Eight counties and two cities will divide $500,000 the state has set aside to help reduce bear-human conflicts.
The Florida Fish and Wildlife Conservation Commission announced Wednesday the awarding of the “BearWise” funds, with the largest allocations going to Seminole County, Apopka and Santa Rosa County.
Seminole County will receive $177,000 and the Orange County city of Apopka will get $85,000, with both planning to sell bear-resistant trash cans to residents at a discounted price.
Santa Rosa County will get $58,000 to make dumpsters bear-resistant at restaurants and other businesses in southern parts of the county.
The commission also is sending $25,000 to Lake County for discounted bear-resistant trash cans.
Lake, Santa Rosa and Seminole counties and Apopka are getting 69 percent of the state agency’s money, which was approved by the Legislature and generated in part through the sale of “Conserve Wildlife” license plates.
Each has a BearWise ordinance in place that requires residents and businesses to bear-proof trash containers.

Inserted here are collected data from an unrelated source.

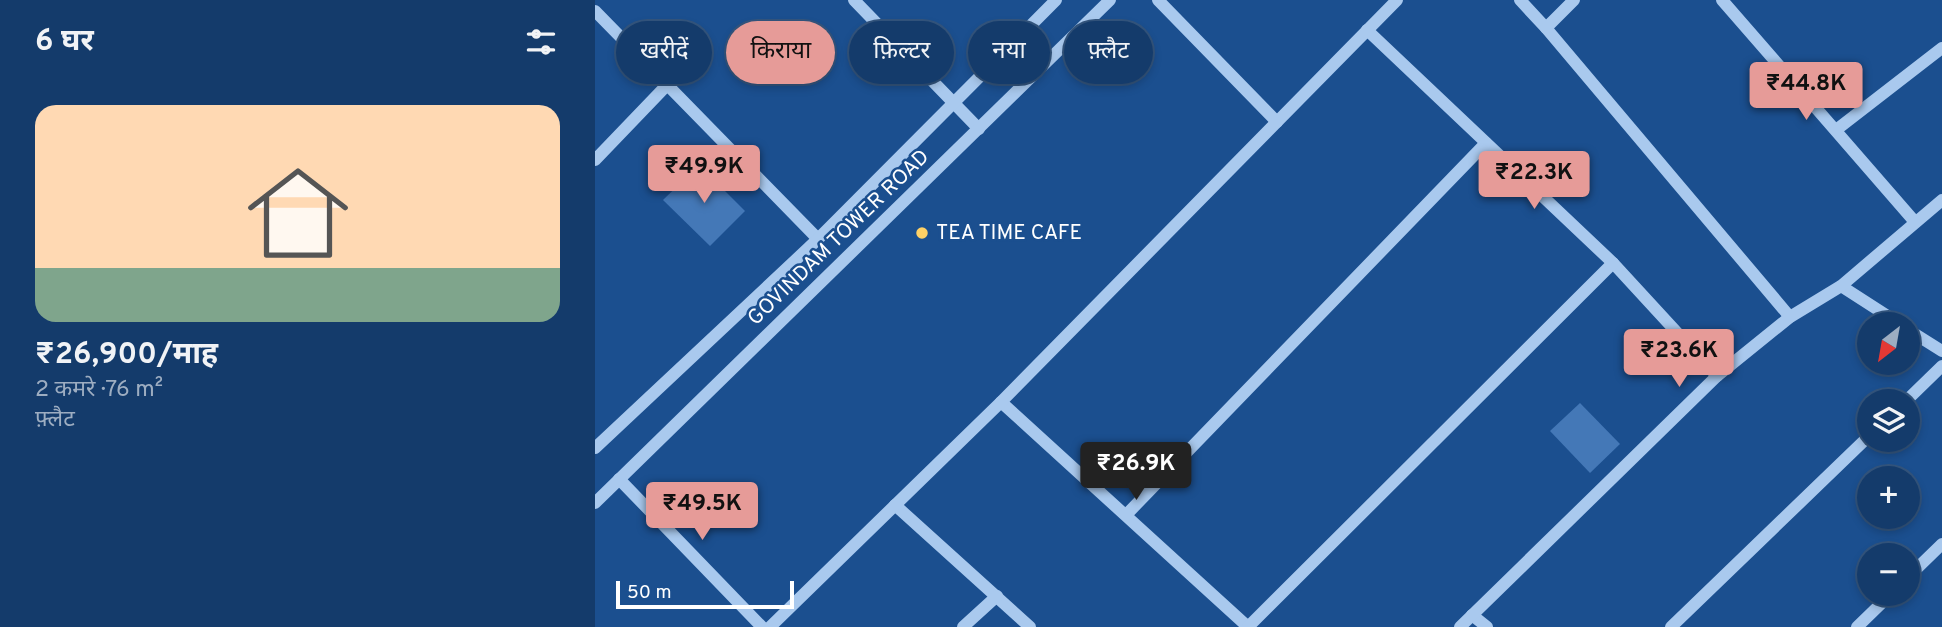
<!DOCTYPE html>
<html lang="hi">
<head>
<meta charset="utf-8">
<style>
	body { margin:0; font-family:Overpass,"Noto Sans Devanagari",sans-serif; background:#1d4271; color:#f1f3f6; height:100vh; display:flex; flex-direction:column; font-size:26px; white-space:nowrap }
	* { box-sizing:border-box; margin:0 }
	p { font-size:23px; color:#9dadc1 }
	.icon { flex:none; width:38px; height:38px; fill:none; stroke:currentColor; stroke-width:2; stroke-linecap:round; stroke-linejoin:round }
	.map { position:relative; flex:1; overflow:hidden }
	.side { display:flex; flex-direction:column; background:#143b6b; width:595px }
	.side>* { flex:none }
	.banner { position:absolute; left:21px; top:21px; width:665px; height:63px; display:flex; gap:14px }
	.needle { width:46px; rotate:211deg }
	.controls { position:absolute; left:1262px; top:312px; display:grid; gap:14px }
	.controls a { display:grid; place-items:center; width:63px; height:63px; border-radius:50%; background:#143b6b; box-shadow:0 4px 10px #0003,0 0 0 2px #33557e; font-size:35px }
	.scale { position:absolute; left:21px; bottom:18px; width:178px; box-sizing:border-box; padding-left:7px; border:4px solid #fff; border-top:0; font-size:19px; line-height:24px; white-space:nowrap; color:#fff; -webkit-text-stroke:5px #1b4f8f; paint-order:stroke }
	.price { position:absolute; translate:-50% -60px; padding:0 16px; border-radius:7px; background:#e69b98; color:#111; font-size:23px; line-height:46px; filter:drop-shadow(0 2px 4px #0008) }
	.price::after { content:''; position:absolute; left:50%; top:42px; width:21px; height:16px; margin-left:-10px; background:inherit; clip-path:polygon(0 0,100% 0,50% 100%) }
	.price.active { background:#222; color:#fff }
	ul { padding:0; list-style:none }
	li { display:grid; align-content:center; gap:14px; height:371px; padding:0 35px }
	li span { display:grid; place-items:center; height:217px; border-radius:21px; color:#555 }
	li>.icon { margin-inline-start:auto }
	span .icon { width:126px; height:126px; fill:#fffc; stroke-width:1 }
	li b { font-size:30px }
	h2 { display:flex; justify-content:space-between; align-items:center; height:84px; padding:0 35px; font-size:30px }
	.tag { padding:0 24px; border-radius:32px; background:#143b6b; box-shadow:0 4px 10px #0003,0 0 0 2px #33557e; font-size:24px; line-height:63px }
	.tag.active { background:#e69b98; color:#111 }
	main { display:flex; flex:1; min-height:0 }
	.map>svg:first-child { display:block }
	.building { fill:#4478b7 }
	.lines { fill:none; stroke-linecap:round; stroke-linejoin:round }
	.minor { stroke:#a9c9ee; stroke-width:12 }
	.poi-dot { fill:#ffd166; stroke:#1b4f8f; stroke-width:2.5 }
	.labels { text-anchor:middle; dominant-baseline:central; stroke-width:5; stroke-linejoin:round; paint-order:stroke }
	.poi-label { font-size:21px; fill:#fff; stroke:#1b4f8f; text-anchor:start }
	.street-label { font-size:21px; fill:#fff; stroke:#1b4f8f }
</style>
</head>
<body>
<main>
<section class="side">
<h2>6 घर<svg class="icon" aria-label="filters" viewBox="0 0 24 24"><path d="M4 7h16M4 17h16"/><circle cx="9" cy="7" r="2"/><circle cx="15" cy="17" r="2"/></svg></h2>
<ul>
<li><span style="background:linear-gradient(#ffd9b3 75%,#7fa58c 0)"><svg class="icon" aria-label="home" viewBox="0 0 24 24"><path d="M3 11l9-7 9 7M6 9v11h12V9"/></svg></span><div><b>₹26,900/माह</b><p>2 कमरे · 76 m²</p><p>फ़्लैट</p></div></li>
</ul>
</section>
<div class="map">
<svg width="1347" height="627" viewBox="0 0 1347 627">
	<rect width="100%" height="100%" fill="#1b4f8f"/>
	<g class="building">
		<polygon points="104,165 150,211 115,246 68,200"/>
		<polygon points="985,403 1025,444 995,473 955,431"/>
	</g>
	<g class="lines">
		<g class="minor">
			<polyline points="259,0 384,129"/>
			<polyline points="563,0 682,122"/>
			<polyline points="925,0 951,28 1195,317"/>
			<polyline points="1127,0 1320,222"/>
			<polyline points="0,11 223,239"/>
			<polyline points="951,28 979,0"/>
			<polyline points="772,30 1018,263 1122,376"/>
			<polyline points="1241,130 1347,48"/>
			<polyline points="0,160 72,85"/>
			<polyline points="1246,286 1305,324"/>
			<polyline points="1312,329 1347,351"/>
			<polyline points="1311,401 1347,366"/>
			<polyline points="406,402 653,627"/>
			<polyline points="0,448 223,239 461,0"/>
			<polyline points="24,479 167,627"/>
			<polyline points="0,503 515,0"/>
			<polyline points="300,505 435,627"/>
			<polyline points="531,515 891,143"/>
			<polyline points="1312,578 1347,544"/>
			<polyline points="877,615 892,627"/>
			<polyline points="175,627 406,402 802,0"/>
			<polyline points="368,627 402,596"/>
			<polyline points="653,627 1018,263"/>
			<polyline points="865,627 1122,376 1195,317 1246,286 1347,200"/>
			<polyline points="1076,627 1274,436"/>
			<polyline points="1262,627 1297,593"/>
		</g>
	</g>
	<circle class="poi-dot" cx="327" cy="233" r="7"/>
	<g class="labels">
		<g class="poi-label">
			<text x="341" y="233">TEA TIME CAFE</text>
		</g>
		<g class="street-label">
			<text transform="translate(244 238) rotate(-44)">GOVINDAM TOWER ROAD</text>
		</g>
	</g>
</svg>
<div class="controls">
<a><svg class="needle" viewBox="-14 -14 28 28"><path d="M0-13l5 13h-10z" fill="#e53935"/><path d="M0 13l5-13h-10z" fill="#9dadc1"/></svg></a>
<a><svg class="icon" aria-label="layers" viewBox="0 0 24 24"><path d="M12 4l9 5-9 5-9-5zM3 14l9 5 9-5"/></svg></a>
<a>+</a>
<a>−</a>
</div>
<div class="scale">50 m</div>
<b class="price" style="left:1211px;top:122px">₹44.8K</b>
<b class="price" style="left:109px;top:205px">₹49.9K</b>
<b class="price" style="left:939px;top:211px">₹22.3K</b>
<b class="price" style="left:1084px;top:389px">₹23.6K</b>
<b class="price active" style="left:541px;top:502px">₹26.9K</b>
<b class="price" style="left:107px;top:542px">₹49.5K</b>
<div class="banner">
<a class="tag">खरीदें</a>
<a class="tag active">किराया</a>
<a class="tag">फ़िल्टर</a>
<a class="tag">नया</a>
<a class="tag">फ़्लैट</a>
</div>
</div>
</main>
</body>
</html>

The remaining money, directed to help reduce the cost of bear-resistant trash containers or convert dumpsters, will go to Mount Dora, $18,000; Collier County, $45,000; Marion County, $5,000; Okaloosa County, $18,000; Volusia County, $50,000; and Walton County, $19,000.
Roughly 4,000 black bears live in Florida. Last year, the commission had $515,283 available, which went to seven counties, a parks department, a homeowners' association and a community for surviving spouses of retired military members.
In 2016, the agency was able to spread $825,00 to 11 counties, three cities and two homeowners’ associations, with the grant money including fees raised from a 2015 bear hunt, the only one the state has held in more than two decades.